If Raging River – or any producer – can show a steady RF for over a year, I would suggest to investors those barrels will be worth $10-$15 each—creating huge value to shareholders on a buyout.
Some Viking waterfloods have even seen results as high as 30% RF.
“A small change of recovery over a large oil field is significant and adds a tremendous amount of value,” says Scott Saxberg, President and CEO of Crescent Point Energy (CPG – TSX), arguably seen as the industry leader in the waterflooding revival.
“A lot of these unconventional plays (tight oil) are in high decline. By implementing waterfloods, we can lower the declines in the field, and increase reserves. There’s huge value to that.”
Crescent Point started waterflooding its properties five years ago when multi-stage fracking (MSF) was new on the scene. Now they have five years of knowledge that the method works, and that they can use it across all of their fields.
“We recognized right away to implement a strategy to increase the recovery factorPercentage of oil recoverable vs. what is the Oil Originally In Place on a multi billion barrel pool,” says Saxberg. “If you change even 1%, that ends up being huge.”
“Waterflooding is the next step past in-fill drilling (i.e. drilling more holes in less space to increase ultimate recovery). It takes a lot of time to accrue knowledge and data on how to properly implement it. The sooner you start, the better data you have.”
According to Saxberg, waterflooding is more than just a cheap way to float balance sheets.
Over the course of Crescent Point’s five-year waterflooding program, they’ve developed hundreds of different combinations of waterflooding techniques coupled with fracking techniques, well spacing and plenty of other factors.
“Water flooding is basic, in that you pump water into the ground,” says Saxberg. “So to enhance that, you have to look at what type of patterns are in your reservoir. Now these are unconventional tight reservoirs, so the question was, can they actually be water flooded?”
Again, the Big Answer is Yes, and management teams are now using the promise of waterfloods as a cheap way to float their balance sheets earlier in a resource play. But Saxberg says waterfloods are truly more long-term value.

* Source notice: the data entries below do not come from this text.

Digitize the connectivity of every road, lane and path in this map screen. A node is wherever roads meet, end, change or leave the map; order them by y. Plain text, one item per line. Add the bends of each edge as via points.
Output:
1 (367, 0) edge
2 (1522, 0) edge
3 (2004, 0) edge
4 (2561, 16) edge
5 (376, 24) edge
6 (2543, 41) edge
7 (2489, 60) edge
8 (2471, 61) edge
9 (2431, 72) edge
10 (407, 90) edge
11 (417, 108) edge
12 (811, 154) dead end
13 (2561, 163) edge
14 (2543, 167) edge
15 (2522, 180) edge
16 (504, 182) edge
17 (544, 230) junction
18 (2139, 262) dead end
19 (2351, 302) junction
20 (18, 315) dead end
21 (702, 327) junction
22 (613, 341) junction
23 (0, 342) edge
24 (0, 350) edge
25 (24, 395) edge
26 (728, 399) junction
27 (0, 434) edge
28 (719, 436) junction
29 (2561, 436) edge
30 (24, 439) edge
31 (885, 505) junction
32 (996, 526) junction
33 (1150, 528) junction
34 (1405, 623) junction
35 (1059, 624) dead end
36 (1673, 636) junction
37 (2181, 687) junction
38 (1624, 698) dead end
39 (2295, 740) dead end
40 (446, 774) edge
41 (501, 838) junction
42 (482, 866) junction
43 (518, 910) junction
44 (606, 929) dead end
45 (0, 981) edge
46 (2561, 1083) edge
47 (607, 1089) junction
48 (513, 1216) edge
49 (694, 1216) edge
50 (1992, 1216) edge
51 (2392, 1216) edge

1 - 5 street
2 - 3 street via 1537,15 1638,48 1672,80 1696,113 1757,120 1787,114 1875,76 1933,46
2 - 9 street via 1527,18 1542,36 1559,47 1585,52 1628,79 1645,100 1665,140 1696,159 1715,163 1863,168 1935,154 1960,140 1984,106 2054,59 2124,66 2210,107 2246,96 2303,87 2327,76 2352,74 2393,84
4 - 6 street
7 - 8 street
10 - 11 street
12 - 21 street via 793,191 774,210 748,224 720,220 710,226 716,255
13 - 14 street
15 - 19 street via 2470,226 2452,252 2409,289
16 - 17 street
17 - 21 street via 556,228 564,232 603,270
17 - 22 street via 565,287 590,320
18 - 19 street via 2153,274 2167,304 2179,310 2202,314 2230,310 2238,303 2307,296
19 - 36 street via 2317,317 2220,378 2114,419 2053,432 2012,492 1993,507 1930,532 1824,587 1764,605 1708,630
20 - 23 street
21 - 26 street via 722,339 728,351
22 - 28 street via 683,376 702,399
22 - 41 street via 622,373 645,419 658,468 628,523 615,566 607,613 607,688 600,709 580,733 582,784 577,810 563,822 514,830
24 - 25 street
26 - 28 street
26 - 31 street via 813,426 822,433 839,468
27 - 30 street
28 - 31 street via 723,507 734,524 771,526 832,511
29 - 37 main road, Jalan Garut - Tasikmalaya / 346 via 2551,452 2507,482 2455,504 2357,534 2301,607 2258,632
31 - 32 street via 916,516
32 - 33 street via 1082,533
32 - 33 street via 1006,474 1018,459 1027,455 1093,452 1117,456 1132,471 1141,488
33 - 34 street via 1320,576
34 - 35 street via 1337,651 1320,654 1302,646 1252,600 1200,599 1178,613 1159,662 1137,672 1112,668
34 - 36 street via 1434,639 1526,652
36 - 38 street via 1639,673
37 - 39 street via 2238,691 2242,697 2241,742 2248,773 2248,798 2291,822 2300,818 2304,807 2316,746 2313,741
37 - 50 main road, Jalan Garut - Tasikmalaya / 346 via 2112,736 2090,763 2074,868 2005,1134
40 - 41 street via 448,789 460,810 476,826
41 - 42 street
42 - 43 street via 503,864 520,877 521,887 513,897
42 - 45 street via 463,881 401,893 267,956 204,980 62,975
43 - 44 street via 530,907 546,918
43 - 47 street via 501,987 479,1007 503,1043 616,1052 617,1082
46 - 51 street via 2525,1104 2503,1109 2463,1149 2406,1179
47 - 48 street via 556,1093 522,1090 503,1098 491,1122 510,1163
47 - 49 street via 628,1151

“They are a long term day-after-day technical grind and process. So it’s not the same as drilling a well and seeing 100bbls/day. It’s a lot of ups and downs and a lot of long term view.”
There’s only one negative here that I see—how will all that cheap oil affect North American pricing, when the continent is already swimming in the stuff?
In the short term, the pro-forma economics of waterfloods are making a splash with both management teams and the market.
But medium term and beyond, it will create a quandary for juniors—the easy money comes after huge capital spending.